Khalil Rabah Falling Forward / Works (1995–2025)

€ 48.00
VAT included. Shipping costs will be calculated at checkout

Edited by: Anthony Downey Texts by: Chiara De Cesari, Anthony Downey, Tom Holert, Chrisoula Lionis, Hoor Al Qasimi, Khalil Rabah, Rasha Salti English 2022, 548 Pages, 332 Ills. Hardcover with dust jacket 242mm x 176mm
ISBN: 978-3-7757-5405-7
| Art Production in a Time of Crisis

How do cultural institutions and artists respond to long-standing states of crises and international emergencies? It is with these questions in mind that Palestinian artist Khalil Rabah’s artistic practice investigates the future of visual arts production. Exploring the relationships between historically sanctioned and experimental exhibition settings, fictional and documentary-narratives, and the histories of displacement, his methods not only propose but produce speculative institutions. As the artist’s first major monograph, Falling Forward / Works (1995–2025) presents a comprehensive selection of exhibition materials, previously unseen archival documents, and detailed background notes on how Rabah’s methods relate to broader themes in his work. The volume also introduces new critical writing from curators, authors, and researchers on the interrelated subjects of anticipatory aesthetics, subterfuge and fugitive acts, mimicry and performativity, knowledge production, archival technologies and, crucially, the politics of humor.
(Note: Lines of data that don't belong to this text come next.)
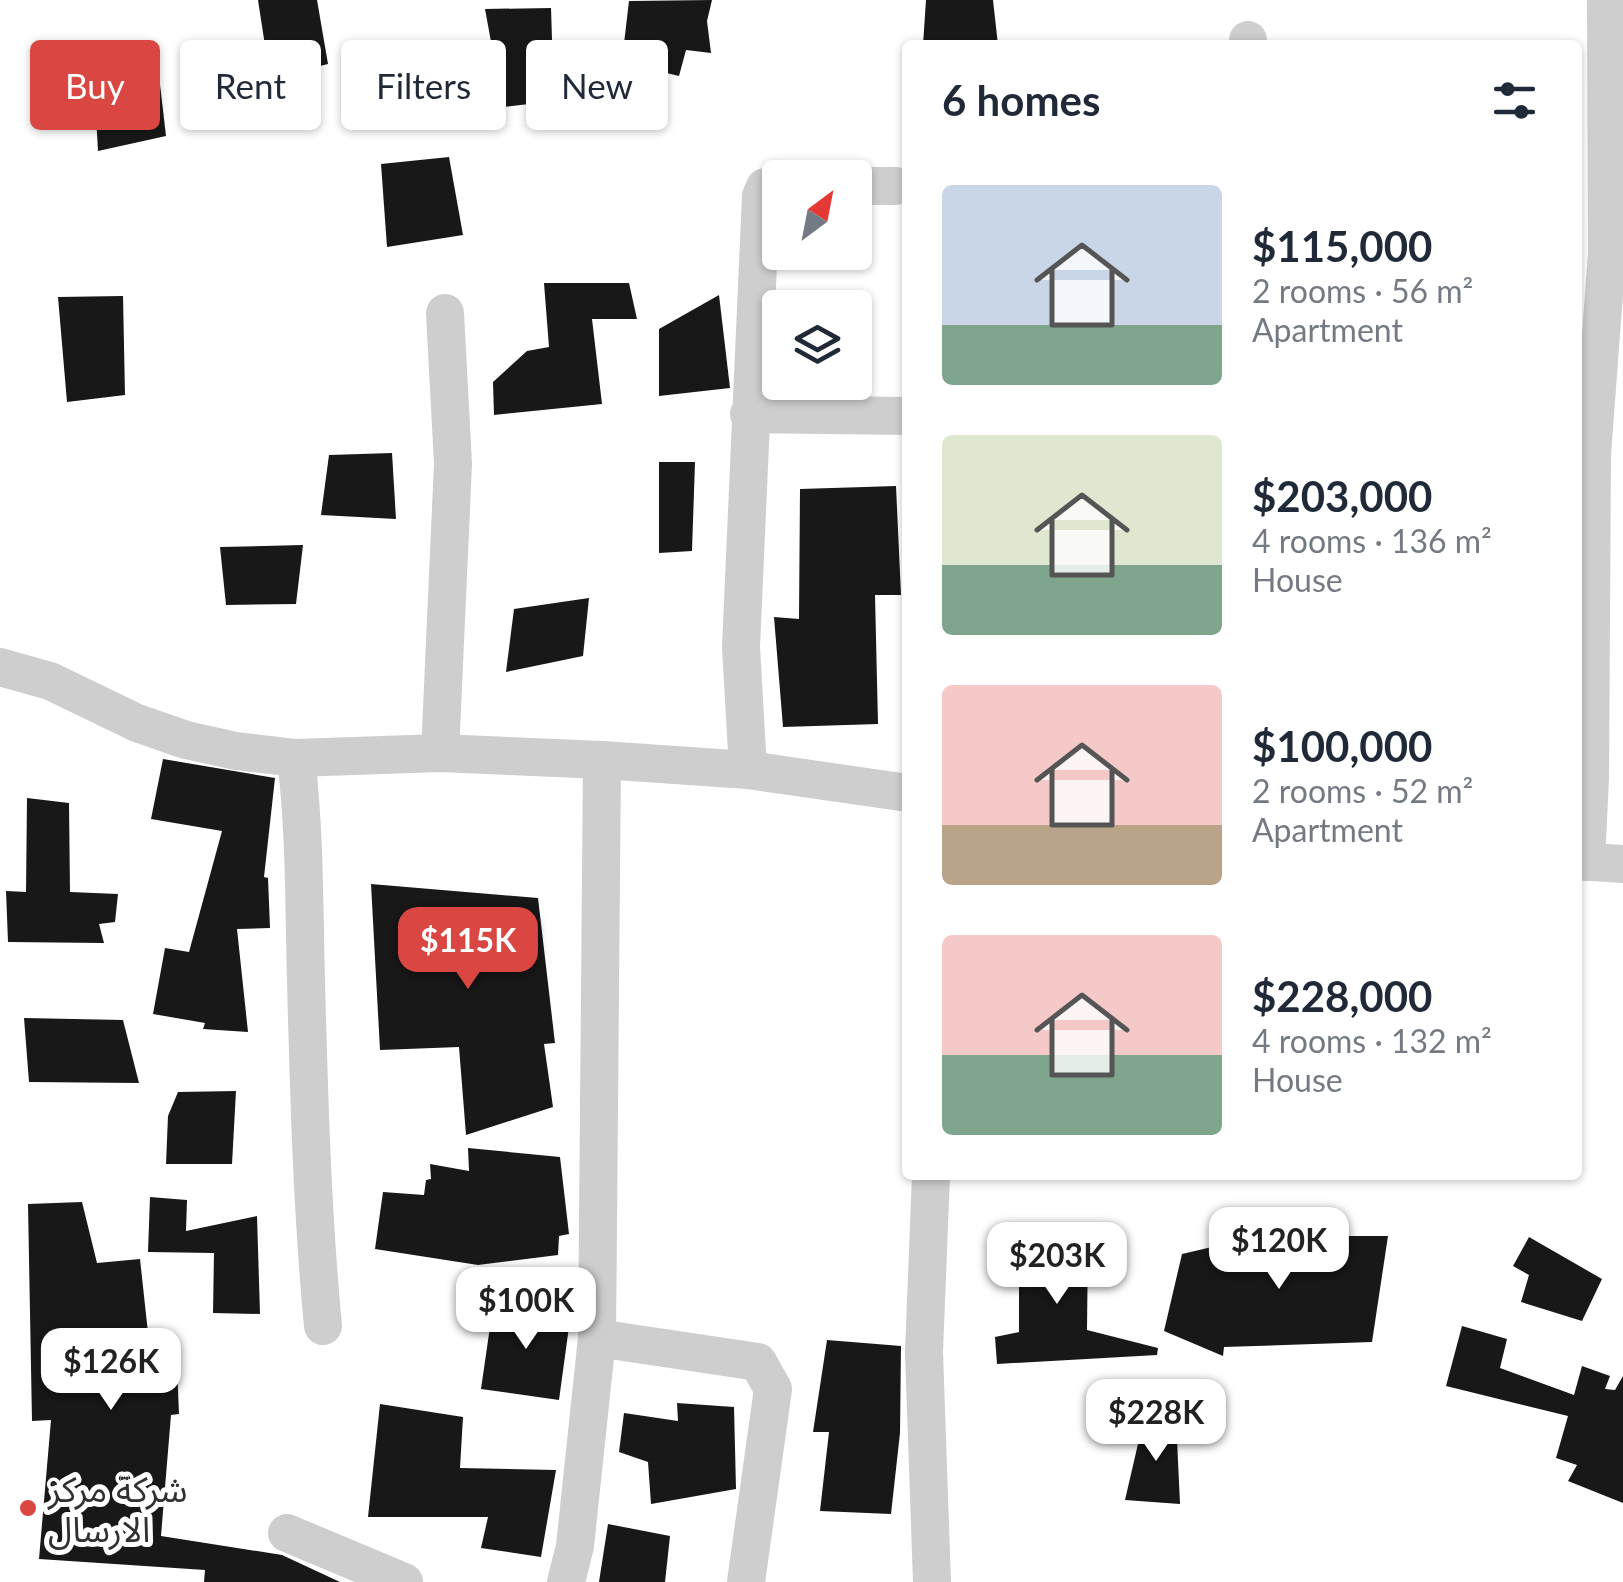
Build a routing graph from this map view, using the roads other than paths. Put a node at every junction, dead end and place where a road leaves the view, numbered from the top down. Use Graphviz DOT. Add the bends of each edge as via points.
graph roads {
  1 [pos="1606,0"];
  2 [pos="1614,45"];
  3 [pos="872,186"];
  4 [pos="896,186"];
  5 [pos="762,194"];
  6 [pos="446,313"];
  7 [pos="1609,405"];
  8 [pos="749,414"];
  9 [pos="902,416"];
  10 [pos="1585,454"];
  11 [pos="0,667"];
  12 [pos="440,753"];
  13 [pos="296,758"];
  14 [pos="602,760"];
  15 [pos="748,770"];
  16 [pos="902,793"];
  17 [pos="1596,862"];
  18 [pos="932,1180"];
  19 [pos="323,1326"];
  20 [pos="597,1338"];
  21 [pos="287,1532"];
  22 [pos="404,1582"];
  23 [pos="566,1582"];
  24 [pos="746,1582"];
  25 [pos="932,1582"];
  1 -- 2 [label="street"];
  2 -- 7 [label="street"];
  3 -- 4 [label="street"];
  5 -- 8 [label="street"];
  6 -- 12 [label="street" via="454,464"];
  7 -- 10 [label="street"];
  8 -- 9 [label="street"];
  8 -- 15 [label="street" via="741,647"];
  10 -- 17 [label="street"];
  11 -- 13 [label="street" via="50,681 186,740"];
  12 -- 13 [label="street"];
  12 -- 14 [label="street"];
  13 -- 19 [label="street" via="304,820"];
  14 -- 15 [label="street"];
  14 -- 20 [label="street"];
  15 -- 16 [label="street"];
  18 -- 25 [label="street" via="924,1352"];
  20 -- 23 [label="street"];
  20 -- 24 [label="street" via="758,1362 773,1389"];
  21 -- 22 [label="street"];
}
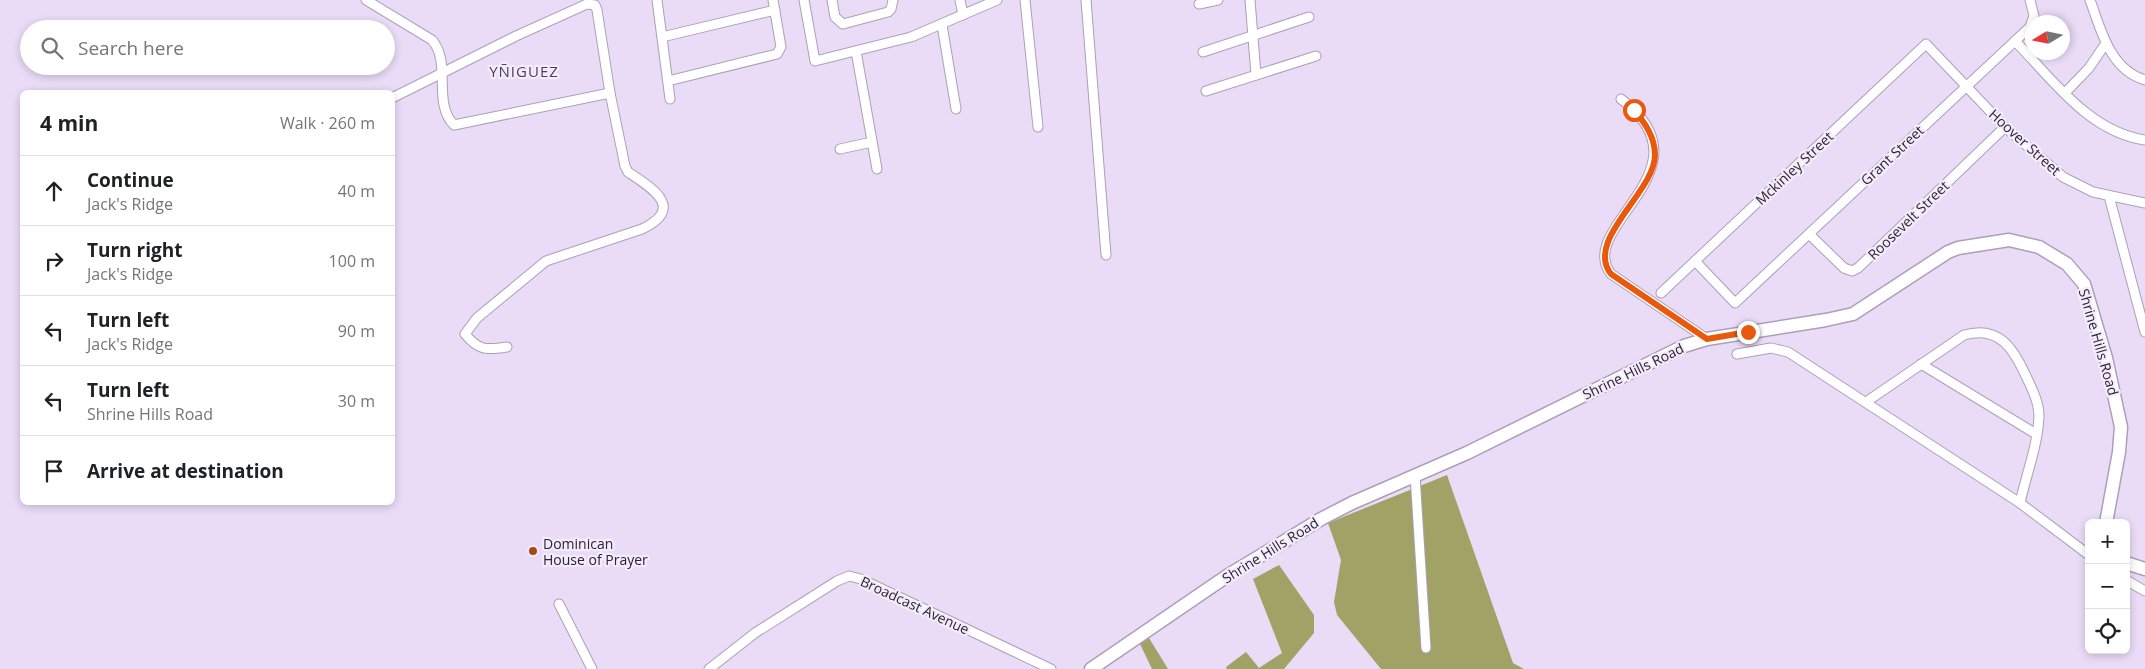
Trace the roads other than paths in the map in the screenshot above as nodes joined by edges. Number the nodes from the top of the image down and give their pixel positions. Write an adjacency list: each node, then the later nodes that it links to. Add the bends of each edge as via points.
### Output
1 (366, 0): 29 (street, via 432,40 441,57)
2 (656, 0): 22 (street)
3 (773, 0): 17 (street)
4 (804, 0): 26 (street, via 814,61)
5 (832, 0): 6 (street, via 835,17 843,24 888,12)
6 (894, 0)
7 (960, 0): 18 (street)
8 (997, 0): 18 (street)
9 (1025, 0): 41 (street)
10 (1086, 0): 50 (street)
11 (1218, 0): 16 (street)
12 (1250, 0): 21 (street)
13 (2030, 0): 23 (street, Grant Street, via 2033,21)
14 (2090, 0): 24 (street)
15 (591, 2): 29 (street); 35 (street, via 597,10)
16 (1199, 4)
17 (775, 10): 22 (street); 32 (street, via 780,52)
18 (963, 16): 20 (street)
19 (1309, 17): 21 (street)
20 (942, 25): 26 (street, via 911,37); 40 (street)
21 (1253, 35): 27 (street); 30 (street)
22 (662, 38): 32 (street)
23 (2015, 41): 33 (street, Grant Street); 36 (street)
24 (2106, 43): 31 (street, via 2122,68); 36 (street)
25 (1926, 44): 33 (street, Hoover Street); 51 (street, Mckinley Street)
26 (856, 51): 44 (street)
27 (1204, 52)
28 (1316, 56): 30 (street)
29 (441, 73): 35 (street, via 446,112 451,122 458,126); 37 (street)
30 (1256, 75): 34 (street)
31 (2145, 80)
32 (668, 81): 38 (street)
33 (1966, 86): 42 (street, Hoover Street); 49 (street, Grant Street)
34 (1206, 92)
35 (610, 93): 55 (street, via 625,166 628,172 660,194 663,212 654,223 642,229 546,261 477,318 465,334 472,343 486,350)
36 (2065, 93): 43 (street, via 2104,126)
37 (395, 96)
38 (670, 98)
39 (1621, 100): 54 (street, via 1634,110 1648,130 1655,156 1648,177 1606,244 1606,268)
40 (956, 109)
41 (1038, 127)
42 (2005, 127): 47 (street, Hoover Street, via 2074,184); 49 (street, Roosevelt Street, via 1858,268 1852,271 1844,268)
43 (2145, 140)
44 (872, 142): 45 (street); 46 (street)
45 (840, 149)
46 (877, 169)
47 (2109, 196): 48 (street, Hoover Street); 53 (street)
48 (2145, 203)
49 (1809, 234): 51 (street, Grant Street, via 1735,303)
50 (1106, 255)
51 (1695, 261): 52 (street, Mckinley Street)
52 (1661, 293)
53 (2144, 327)
54 (1707, 339): 60 (street, Shrine Hills Road, via 1684,346 1467,453); 62 (street, Shrine Hills Road, via 1853,314 1958,248 2009,240 2038,247 2067,264 2084,284 2106,358 2121,427 2120,452)
55 (506, 347)
56 (1737, 354): 58 (street, via 1780,349)
57 (1921, 364): 58 (street); 59 (street); 59 (street, via 1964,335 1982,332 1996,336 2014,353 2035,395)
58 (1866, 402): 61 (street)
59 (2036, 434): 61 (street)
60 (1415, 475): 69 (street); 73 (street, Shrine Hills Road, via 1352,503 1292,536 1227,576)
61 (2020, 503): 63 (street)
62 (2107, 519)
63 (2085, 552)
64 (2129, 564): 65 (street)
65 (2145, 569)
66 (2130, 582): 67 (street)
67 (2145, 591)
68 (559, 604): 70 (street)
69 (1426, 648)
70 (592, 669)
71 (709, 669): 72 (street, Broadcast Avenue, via 779,617 849,576)
72 (1051, 669)
73 (1091, 669)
KHALIL RABAH (*1961, Jerusalem) studied fine arts and architecture at the University of Texas. The work of this conceptual artist is rooted in issues of identity, displacement and politics. Characteristic of Rabah’s working method is the adaptation of institutional means of representation. In 2003, he established the fictional Palestinian Museum of Natural History and Humankind. Designed as an ongoing project, the museum finds new forms of presentation, depending on the exhibition situation and location. He lives and works in Ramallah.

Anthony Downey is Professor of Visual Culture in the Middle East and North Africa at Birmingham City University, UK. He is the series editor for Research/Practice and sits on the editorial boards of Third Text, Digital War, and Memory, Mind & Media.